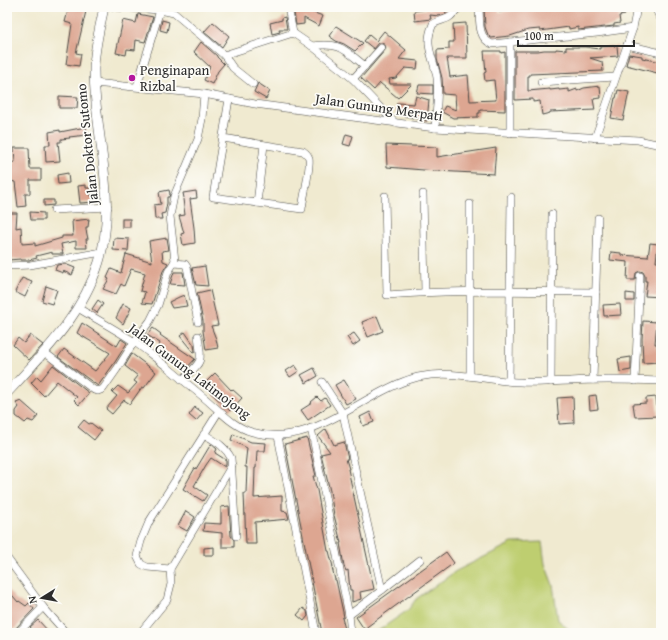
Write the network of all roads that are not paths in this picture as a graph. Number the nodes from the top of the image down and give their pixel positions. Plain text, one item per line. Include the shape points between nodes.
1 (104, 7) edge
2 (115, 7) edge
3 (288, 7) edge
4 (460, 7) edge
5 (479, 7) edge
6 (637, 7) edge
7 (655, 7) edge
8 (160, 10) junction
9 (174, 10) edge
10 (660, 17) edge
11 (633, 28) junction
12 (293, 33) junction
13 (510, 42) junction
14 (627, 45) junction
15 (312, 46) junction
16 (381, 48) dead end
17 (661, 53) edge
18 (224, 55) junction
19 (365, 66) junction
20 (615, 77) junction
21 (354, 80) junction
22 (541, 82) dead end
23 (94, 83) junction
24 (253, 84) dead end
25 (137, 86) junction
26 (204, 94) junction
27 (229, 99) junction
28 (395, 123) junction
29 (435, 128) junction
30 (510, 133) junction
31 (222, 138) junction
32 (595, 138) junction
33 (264, 145) junction
34 (661, 145) edge
35 (423, 194) dead end
36 (385, 196) dead end
37 (511, 197) dead end
38 (258, 203) junction
39 (470, 204) dead end
40 (108, 207) junction
41 (54, 210) dead end
42 (552, 214) dead end
43 (598, 218) dead end
44 (102, 252) junction
45 (174, 263) junction
46 (7, 266) edge
47 (640, 276) dead end
48 (470, 291) junction
49 (425, 292) junction
50 (509, 292) junction
51 (552, 292) junction
52 (596, 292) junction
53 (78, 308) junction
54 (198, 322) dead end
55 (198, 336) dead end
56 (134, 342) junction
57 (44, 352) junction
58 (470, 376) junction
59 (182, 380) junction
60 (593, 380) junction
61 (509, 381) junction
62 (635, 381) junction
63 (661, 381) edge
64 (322, 382) dead end
65 (551, 382) junction
66 (7, 393) edge
67 (219, 411) junction
68 (343, 414) junction
69 (311, 428) junction
70 (204, 434) junction
71 (278, 436) junction
72 (232, 465) junction
73 (236, 536) dead end
74 (7, 558) edge
75 (420, 560) dead end
76 (170, 569) junction
77 (382, 590) junction
78 (43, 607) junction
79 (349, 615) junction
80 (18, 633) edge
81 (66, 633) edge
82 (140, 633) edge
83 (316, 633) edge
84 (350, 633) edge

1 - 23 street, Jalan Doktor Sutomo
2 - 8 street
3 - 12 street
4 - 29 street via 452,15 432,24 429,32 429,48 437,77
5 - 13 street via 481,32 485,40 492,44
6 - 11 street
7 - 10 street
8 - 9 street
8 - 25 street
9 - 18 street
11 - 13 street
11 - 14 street
12 - 15 street
12 - 18 street
13 - 30 street
14 - 17 street
14 - 20 street
15 - 19 street via 335,45
15 - 21 street
16 - 19 street
18 - 24 street via 233,68
19 - 21 street
20 - 22 street
20 - 32 street
21 - 28 street
23 - 25 street, Jalan Gunung Merpati
23 - 40 street, Jalan Doktor Sutomo
25 - 26 street, Jalan Gunung Merpati
26 - 27 street, Jalan Gunung Merpati
26 - 45 street via 198,139 174,196 170,216 176,259
27 - 28 street, Jalan Gunung Merpati
27 - 31 street
28 - 29 street, Jalan Gunung Merpati
29 - 30 street, Jalan Gunung Merpati
30 - 32 street, Jalan Gunung Merpati
31 - 33 street
31 - 38 street via 213,197
32 - 34 street, Jalan Gunung Merpati via 638,140
33 - 38 street
33 - 38 street via 304,151 309,158 309,166 302,209
35 - 49 street
36 - 49 street via 387,295
37 - 50 street
39 - 48 street
40 - 41 street
40 - 44 street, Jalan Doktor Sutomo
42 - 51 street
43 - 52 street
44 - 46 street via 30,265
44 - 53 street, Jalan Doktor Sutomo
45 - 54 street via 185,264 187,267
45 - 56 street via 168,272 154,314
47 - 62 street
48 - 49 street
48 - 50 street
48 - 58 street
50 - 51 street
50 - 61 street
51 - 52 street
51 - 65 street
52 - 60 street
53 - 56 street, Jalan Gunung Latimojong
53 - 57 street, Jalan Doktor Sutomo
55 - 59 street via 200,364
56 - 57 street via 103,389 98,391
56 - 59 street, Jalan Gunung Latimojong
57 - 66 street, Jalan Doktor Sutomo
58 - 61 street, Jalan Gunung Latimojong
58 - 68 street, Jalan Gunung Latimojong via 434,374 416,378 386,388
59 - 67 street, Jalan Gunung Latimojong
60 - 62 street, Jalan Gunung Latimojong
60 - 65 street, Jalan Gunung Latimojong
61 - 65 street, Jalan Gunung Latimojong
62 - 63 street, Jalan Gunung Latimojong
64 - 68 street
67 - 70 street
67 - 71 street, Jalan Gunung Latimojong via 242,429 264,436
68 - 69 street, Jalan Gunung Latimojong
68 - 77 street
69 - 71 street, Jalan Gunung Latimojong via 295,434
69 - 79 street
70 - 72 street via 226,449
70 - 76 street via 149,522 138,551 138,560 141,564
71 - 83 street
72 - 73 street
72 - 76 street
74 - 78 street
75 - 77 street
76 - 82 street via 171,584 167,600
77 - 79 street
78 - 80 street
78 - 81 street
79 - 84 street

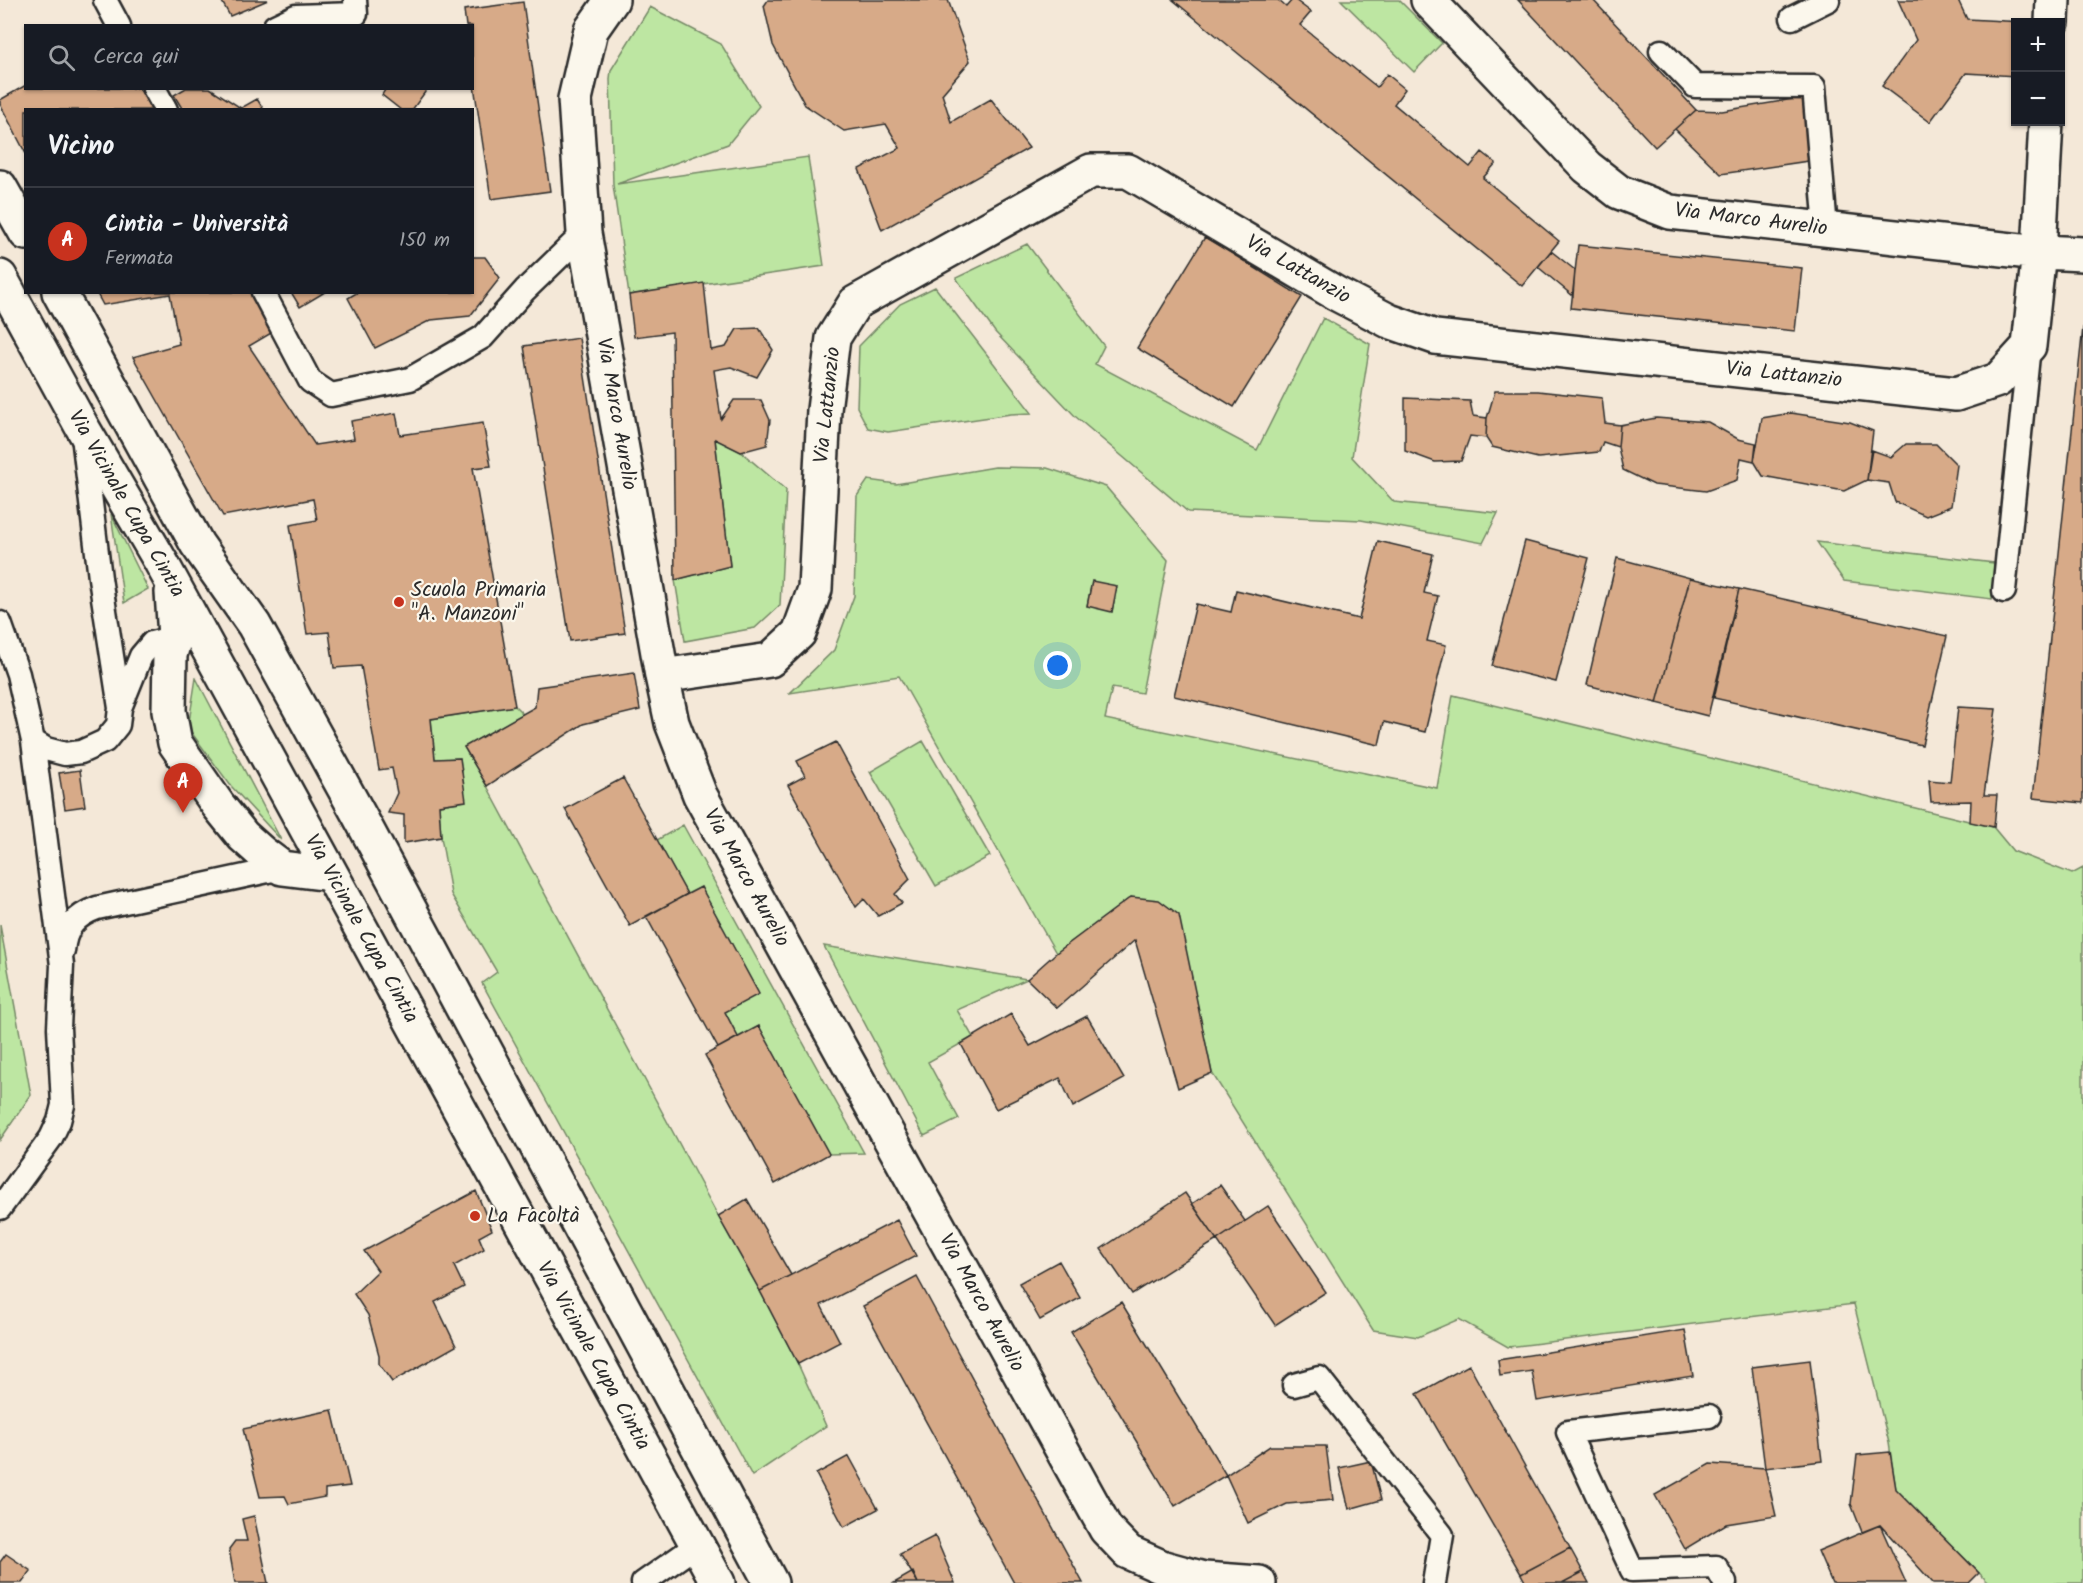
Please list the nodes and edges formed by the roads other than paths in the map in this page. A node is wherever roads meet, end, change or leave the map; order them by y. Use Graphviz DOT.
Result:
graph roads {
  1 [pos="105,0"];
  2 [pos="355,0"];
  3 [pos="612,0"];
  4 [pos="1428,0"];
  5 [pos="1828,0"];
  6 [pos="2053,0"];
  7 [pos="1792,18"];
  8 [pos="2052,18"];
  9 [pos="118,24"];
  10 [pos="278,24"];
  11 [pos="1661,51"];
  12 [pos="155,90"];
  13 [pos="165,108"];
  14 [pos="2046,126"];
  15 [pos="0,186"];
  16 [pos="24,229"];
  17 [pos="1826,229"];
  18 [pos="584,233"];
  19 [pos="2039,251"];
  20 [pos="2083,254"];
  21 [pos="0,277"];
  22 [pos="59,294"];
  23 [pos="264,294"];
  24 [pos="2029,346"];
  25 [pos="81,425"];
  26 [pos="2004,591"];
  27 [pos="0,623"];
  28 [pos="254,625"];
  29 [pos="185,631"];
  30 [pos="662,676"];
  31 [pos="120,708"];
  32 [pos="33,741"];
  33 [pos="282,868"];
  34 [pos="330,874"];
  35 [pos="62,965"];
  36 [pos="0,1208"];
  37 [pos="1294,1385"];
  38 [pos="1709,1416"];
  39 [pos="697,1545"];
  40 [pos="643,1583"];
  41 [pos="718,1583"];
  42 [pos="771,1583"];
  43 [pos="1258,1583"];
  44 [pos="1434,1583"];
  45 [pos="1725,1583"];
  1 -- 9 [label="lane"];
  2 -- 10 [label="lane"];
  3 -- 18 [label="street, Via Marco Aurelio"];
  4 -- 17 [label="street, Via Marco Aurelio"];
  5 -- 7 [label="lane"];
  6 -- 8 [label="street"];
  11 -- 17 [label="lane"];
  12 -- 13 [label="lane"];
  14 -- 19 [label="street"];
  15 -- 16 [label="street"];
  17 -- 19 [label="street, Via Marco Aurelio"];
  18 -- 23 [label="lane"];
  18 -- 30 [label="street, Via Marco Aurelio"];
  19 -- 20 [label="street, Via Marco Aurelio"];
  19 -- 24 [label="street"];
  21 -- 25 [label="street, Via Vicinale Cupa Cintia"];
  22 -- 28 [label="street, Via Vicinale Cupa Cintia"];
  24 -- 26 [label="lane"];
  24 -- 30 [label="street, Via Lattanzio"];
  25 -- 29 [label="street, Via Vicinale Cupa Cintia"];
  25 -- 31 [label="lane"];
  27 -- 32 [label="lane"];
  28 -- 29 [label="street"];
  28 -- 42 [label="street, Via Vicinale Cupa Cintia"];
  29 -- 31 [label="lane"];
  29 -- 33 [label="street"];
  29 -- 34 [label="street, Via Vicinale Cupa Cintia"];
  30 -- 43 [label="street, Via Marco Aurelio"];
  31 -- 32 [label="lane"];
  32 -- 35 [label="lane"];
  33 -- 34 [label="street"];
  33 -- 35 [label="lane"];
  34 -- 39 [label="street, Via Vicinale Cupa Cintia"];
  35 -- 36 [label="lane"];
  37 -- 44 [label="lane"];
  38 -- 45 [label="lane"];
  39 -- 40 [label="lane"];
  39 -- 41 [label="street, Via Vicinale Cupa Cintia"];
}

» The problem:
In the listing above, find each line with the word "Sutomo" and copy it.

» The completed task:
1 - 23 street, Jalan Doktor Sutomo
23 - 40 street, Jalan Doktor Sutomo
40 - 44 street, Jalan Doktor Sutomo
44 - 53 street, Jalan Doktor Sutomo
53 - 57 street, Jalan Doktor Sutomo
57 - 66 street, Jalan Doktor Sutomo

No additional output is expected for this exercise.